Liberia's merchandise exports to China reached US$134.19 million in 2025, up from US$0.61 million in 2024, according to Central Bank of Liberia data. The figure is not a misprint: exports to what is nominally the world's largest commodity buyer had collapsed to effectively zero over the prior two years — US$0.61 million in 2024 and US$0.24 million in 2023 — before snapping back to levels not seen since 2014.
The history explains the scale of the swing. China was a major buyer of Liberian iron ore in the early 2010s, purchasing US$146.26 million worth in 2014 — the peak year. When global iron-ore prices crashed and Liberian production slowed, the trade channel shut down almost entirely. Exports to China fell to US$10.56 million in 2016, then to US$0.35 million in 2017, and hovered near zero through 2023. The 2025 recovery, at US$134.19 million, brings the relationship back to within striking distance of its historical peak.
The surge coincides with the ramp-up in Liberian iron-ore production, which reached 2,329,000 metric tons in March 2026 — more than five times the 435,000 tons produced a year earlier. China's steelmaking industry remains the world's largest consumer of iron ore, and the resumption of shipments from Liberian concessions to Chinese buyers is the most plausible explanation for the trade reversal. Gold, Liberia's other major export mineral, is overwhelmingly routed to Swiss refineries, not to China.

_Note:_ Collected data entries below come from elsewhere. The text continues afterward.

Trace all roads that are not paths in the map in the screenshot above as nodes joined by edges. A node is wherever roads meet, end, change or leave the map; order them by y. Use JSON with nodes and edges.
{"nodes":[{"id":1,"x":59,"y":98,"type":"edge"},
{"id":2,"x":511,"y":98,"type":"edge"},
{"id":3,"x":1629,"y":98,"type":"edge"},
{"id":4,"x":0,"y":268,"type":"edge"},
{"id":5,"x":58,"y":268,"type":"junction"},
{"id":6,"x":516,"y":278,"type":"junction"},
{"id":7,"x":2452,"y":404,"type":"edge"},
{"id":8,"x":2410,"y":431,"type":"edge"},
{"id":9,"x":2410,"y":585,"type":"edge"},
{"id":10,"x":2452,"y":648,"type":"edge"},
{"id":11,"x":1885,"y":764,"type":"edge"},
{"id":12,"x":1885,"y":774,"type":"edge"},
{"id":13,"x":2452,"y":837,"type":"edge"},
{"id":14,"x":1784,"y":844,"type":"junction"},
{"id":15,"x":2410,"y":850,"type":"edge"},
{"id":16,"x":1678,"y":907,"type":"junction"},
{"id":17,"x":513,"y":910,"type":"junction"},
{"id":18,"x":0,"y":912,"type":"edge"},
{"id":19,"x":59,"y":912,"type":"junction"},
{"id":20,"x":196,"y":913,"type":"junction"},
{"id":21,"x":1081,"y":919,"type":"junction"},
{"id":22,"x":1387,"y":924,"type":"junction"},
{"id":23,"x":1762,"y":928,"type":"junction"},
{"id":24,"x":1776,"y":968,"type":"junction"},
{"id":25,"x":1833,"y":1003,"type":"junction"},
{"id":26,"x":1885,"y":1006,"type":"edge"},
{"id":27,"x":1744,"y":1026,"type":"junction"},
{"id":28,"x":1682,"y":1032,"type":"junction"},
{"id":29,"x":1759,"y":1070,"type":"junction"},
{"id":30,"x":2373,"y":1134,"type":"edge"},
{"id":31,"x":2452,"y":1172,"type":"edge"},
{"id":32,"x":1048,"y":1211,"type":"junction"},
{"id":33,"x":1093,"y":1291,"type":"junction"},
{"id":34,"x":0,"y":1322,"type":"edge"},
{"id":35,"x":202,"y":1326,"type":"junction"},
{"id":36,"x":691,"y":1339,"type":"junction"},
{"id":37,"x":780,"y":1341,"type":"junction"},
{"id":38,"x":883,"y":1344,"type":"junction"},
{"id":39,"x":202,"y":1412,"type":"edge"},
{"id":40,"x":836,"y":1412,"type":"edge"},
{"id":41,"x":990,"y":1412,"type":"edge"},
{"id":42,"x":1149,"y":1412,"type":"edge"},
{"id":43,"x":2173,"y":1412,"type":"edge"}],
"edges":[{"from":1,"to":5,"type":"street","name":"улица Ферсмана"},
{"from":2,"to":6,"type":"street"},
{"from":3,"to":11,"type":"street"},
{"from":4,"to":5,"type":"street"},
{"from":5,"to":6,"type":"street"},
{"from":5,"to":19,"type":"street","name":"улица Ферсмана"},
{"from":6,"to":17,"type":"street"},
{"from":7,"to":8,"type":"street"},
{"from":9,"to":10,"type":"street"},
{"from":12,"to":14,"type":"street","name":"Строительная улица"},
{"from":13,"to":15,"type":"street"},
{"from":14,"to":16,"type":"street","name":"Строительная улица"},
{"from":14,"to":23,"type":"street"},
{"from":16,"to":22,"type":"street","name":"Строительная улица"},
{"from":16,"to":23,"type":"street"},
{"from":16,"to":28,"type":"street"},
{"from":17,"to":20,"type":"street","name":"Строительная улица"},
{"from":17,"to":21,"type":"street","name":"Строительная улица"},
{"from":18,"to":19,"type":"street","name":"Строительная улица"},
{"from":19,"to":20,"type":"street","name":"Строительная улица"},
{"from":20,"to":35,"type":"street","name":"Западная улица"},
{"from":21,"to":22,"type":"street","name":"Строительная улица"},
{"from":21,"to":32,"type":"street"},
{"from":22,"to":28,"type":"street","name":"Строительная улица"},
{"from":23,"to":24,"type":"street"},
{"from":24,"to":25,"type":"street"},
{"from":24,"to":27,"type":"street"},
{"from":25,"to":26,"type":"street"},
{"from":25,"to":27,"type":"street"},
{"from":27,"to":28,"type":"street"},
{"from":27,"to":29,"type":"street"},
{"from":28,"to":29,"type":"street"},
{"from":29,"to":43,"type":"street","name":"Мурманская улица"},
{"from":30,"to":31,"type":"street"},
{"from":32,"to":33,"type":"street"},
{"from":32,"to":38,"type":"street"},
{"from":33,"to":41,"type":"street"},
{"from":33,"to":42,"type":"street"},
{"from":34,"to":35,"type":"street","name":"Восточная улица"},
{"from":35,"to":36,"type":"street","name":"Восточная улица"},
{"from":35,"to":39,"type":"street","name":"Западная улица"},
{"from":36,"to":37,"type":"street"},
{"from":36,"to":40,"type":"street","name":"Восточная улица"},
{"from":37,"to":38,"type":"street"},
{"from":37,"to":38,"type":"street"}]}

China now accounts for 6.5 percent of Liberia's total exports of US$2,068.21 million in 2025. That is still dwarfed by Europe and Oceania, which took US$1,688.1 million or 81.6 percent of all exports. But within Asia and the Middle East — where total exports reached US$218.74 million, up 302 percent from US$54.35 million in 2024 — China represents 61.3 percent of the regional total. India, by comparison, bought just US$2.61 million.
The trade is almost entirely one-directional in value terms. China's imports into Liberia were US$471.24 million in 2025, up 76.6 percent from US$266.89 million in 2024. That makes China the single largest source of Liberian imports — supplying construction materials, consumer electronics, machinery, vehicles and textiles — and the trade balance between the two countries runs heavily in China's favor. Liberia exported US$134.19 million to China but imported US$471.24 million, a bilateral deficit of roughly US$337 million.
For Liberian businesses, the reopening of the China export channel carries two implications. The first is logistical: iron-ore shipments to China require port capacity, rail access, bulk-carrier scheduling and customs processing that support service businesses along the corridor — clearing agents, stevedores, transport operators and catering firms. The second is strategic: adding a major Asian buyer alongside the European corridor diversifies Liberia's export exposure, even if only modestly.
The risk is that the trade channel is as fragile as its history suggests. Chinese demand for iron ore is cyclical and policy-sensitive — subject to infrastructure stimulus in good years and steel-capacity cuts in bad ones. The 2013–2016 collapse in Liberian exports to China happened not because Liberian ore became uncompetitive, but because global prices fell below the threshold at which Liberian production was economical. A repeat of that cycle would shut the channel again, regardless of the quality of the bilateral relationship.
What to watch is whether the 2025 figure represents a one-year catch-up — a clearing of backlogs as production scaled up — or the start of a sustained trade relationship that grows with Liberian output. If iron-ore production stabilizes near the current run rate of over two million tons per month, the arithmetic supports annual exports to China well above US$100 million for as long as prices hold.